You are viewing a plain text version of this content. The canonical link for it is here.
Posted to users@kafka.apache.org by David Montgomery <da...@gmail.com> on 2015/07/03 06:50:58 UTC

How to shard and replicate with python and kafka

Hi,

I am using druid that consumes from kafka 8.  Using python-kafka I write to
kafka so 1 server and I have 2 partitions.

Given this setup,

1) How do I shard random? I assume a shard == partition...I hope.. and I
assune the client is responsible for sharding

For Example
rand = random.choice([0,1])
req = ProduceRequest(topic=test_topic,
partition=rand,messages=[create_message(test_payload)])
response = kafka.send_produce_request(payloads=[req], fail_on_error=True)

Is the above best practice?

If I extend to 2 servers with 2 partitions then what does sharding look
like?
In my kafka client:
kafka = KafkaClient('111.111.111.111:9092,222.222.222.222:9092')

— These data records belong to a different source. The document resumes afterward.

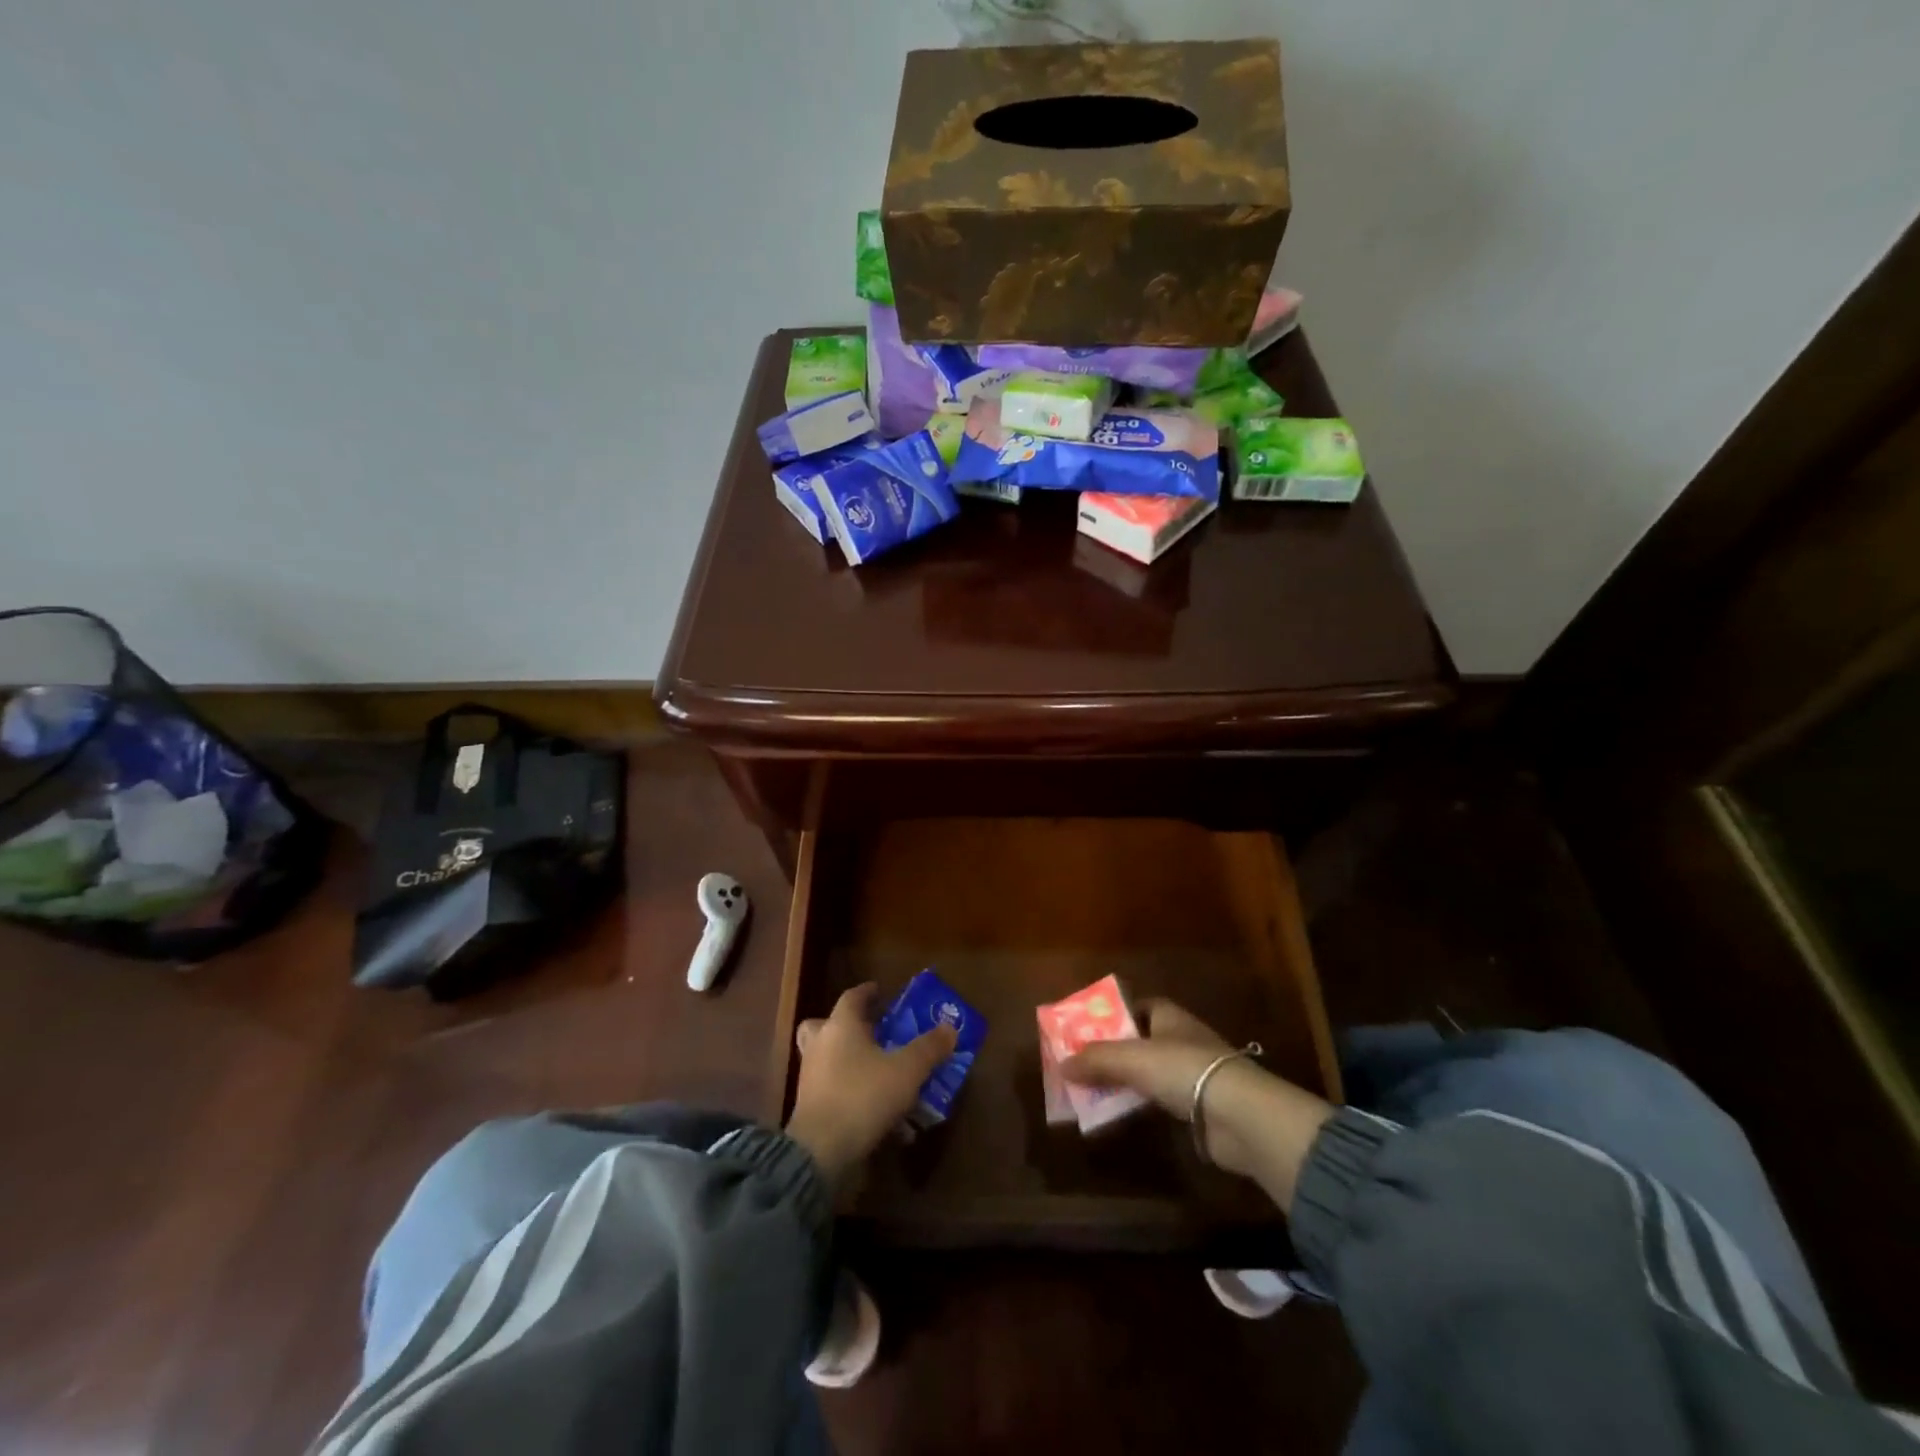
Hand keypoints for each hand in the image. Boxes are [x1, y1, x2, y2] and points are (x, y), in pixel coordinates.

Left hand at [785, 983, 956, 1186]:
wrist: (820, 1151)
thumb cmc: (863, 1096)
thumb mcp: (907, 1070)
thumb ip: (929, 1048)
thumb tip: (949, 1028)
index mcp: (841, 1025)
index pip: (852, 997)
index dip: (868, 992)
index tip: (881, 991)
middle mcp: (821, 1045)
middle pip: (828, 1025)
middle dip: (850, 1027)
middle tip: (874, 1032)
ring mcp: (812, 1077)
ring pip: (830, 1059)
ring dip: (854, 1064)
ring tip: (884, 1076)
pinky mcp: (810, 1107)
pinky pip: (836, 1091)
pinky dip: (856, 1097)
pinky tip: (883, 1118)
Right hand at [1061, 998, 1332, 1208]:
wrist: (1239, 1115)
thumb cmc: (1184, 1069)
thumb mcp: (1132, 1058)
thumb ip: (1096, 1059)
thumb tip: (1061, 1064)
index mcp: (1168, 1016)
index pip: (1136, 1007)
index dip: (1111, 1016)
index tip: (1084, 1029)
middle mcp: (1179, 1039)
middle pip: (1137, 1041)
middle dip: (1109, 1052)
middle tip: (1077, 1064)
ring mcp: (1189, 1074)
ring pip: (1145, 1073)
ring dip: (1120, 1081)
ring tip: (1086, 1092)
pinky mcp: (1194, 1107)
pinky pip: (1155, 1101)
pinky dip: (1136, 1105)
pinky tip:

So with 2 servers and 2  partitions each does kafka write only to one
partiton out of the 4 total across 2 servers?  Thus the client does a round
robin?


In terms of replication.....what I gather from the docs, this happens on
the broker node, not the python client.  Thus all topics have a rep factor
of 2 using the below.

e.g.

server.properties
# Replication configurations
num.replica.fetchers=2


Thanks